Do Not Pass Go: Steelworkers President Leo Gerard says the United States needs a law that holds supervisors and corporate officials criminally accountable and exacting serious prison sentences when workers die on the job, like they have in Canada. “The only way to make workers’ lives matter is to make prison a real possibility for CEOs and supervisors. Lethal greed must be tempered by frightening ramifications. Fines are no threat. Only prison is.”
Stupid Headline of the Week: “Keeping up your cellphone service has killed 35 people“ screams a headline in the New York Post about the hazards of cell tower work. The article isn’t bad, but blaming cellphone users for the deaths of tower workers is like blaming someone who flushes the toilet for killing a wastewater treatment plant worker who dies in a confined space. Safe workplaces are the responsibility of the employer, not the consumer.
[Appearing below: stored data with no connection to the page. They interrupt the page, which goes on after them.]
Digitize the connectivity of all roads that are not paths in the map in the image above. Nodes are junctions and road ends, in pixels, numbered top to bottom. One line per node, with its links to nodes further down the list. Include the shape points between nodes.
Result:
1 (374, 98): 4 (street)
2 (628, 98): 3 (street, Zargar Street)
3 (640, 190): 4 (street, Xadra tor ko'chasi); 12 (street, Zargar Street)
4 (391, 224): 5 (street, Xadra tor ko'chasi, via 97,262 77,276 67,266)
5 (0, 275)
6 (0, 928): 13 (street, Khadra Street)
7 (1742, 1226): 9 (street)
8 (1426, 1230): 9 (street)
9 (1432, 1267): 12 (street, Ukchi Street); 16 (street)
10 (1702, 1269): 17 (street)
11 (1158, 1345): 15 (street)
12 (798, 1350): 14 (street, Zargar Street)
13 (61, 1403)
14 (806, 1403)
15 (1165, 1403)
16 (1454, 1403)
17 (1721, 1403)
Hazardous Hotels: California’s OSHA program is considering a standard to protect hotel workers against musculoskeletal disorders. “The Cal/OSHA plan will require employers in hotels and other lodging workplaces to develop and implement a written musculoskeletal injury prevention program. Employers will also be required to conduct a worksite evaluation to assess each housekeeping task, control exposures, and train employees. ”
April: The Cruelest Month: I wrote earlier this week about anniversary of the Rana Plaza disaster that killed more than 1100 workers. This week was also the 30th anniversary of the L’Ambiance Plaza collapse in Bridgeport, Connecticut that killed 28 workers. And last week was the 7th anniversary of the Deepwater Horizon oil rig explosion that killed 11 workers and led to the biggest environmental disaster in American history. The 4th anniversary of the West Texas fertilizer explosion that killed 15 was on April 17 and the Upper Big Branch mine explosion that killed 29 miners occurred on April 7, 2010. And, as a kind reader alerted me in the comments, April 27th is the 39th anniversary of the Willow Island, West Virginia power station scaffold collapse where 51 construction workers fell to their deaths as the concrete scaffolding they were on failed. It was the worst construction accident in U.S. history.
Hold your breath. Only a few more days of April to go.
Review and Replace: Trump has renominated Heather McDougall for the Occupational Safety and Health Review Commission which adjudicates contested OSHA citations. McDougall’s current term runs out at the end of the month leaving Cynthia Attwood as the only commissioner, and no quorum to decide cases. McDougall still has to be confirmed by the Senate.
OSHA? Whoa. Cool Dude: Oregon OSHA has fined a marijuana business $5300 for failure to ventilate an area that led to an butane explosion that hospitalized one worker. The company, Higher Level Concentrates, was also cited for not reporting the hospitalization to Oregon OSHA.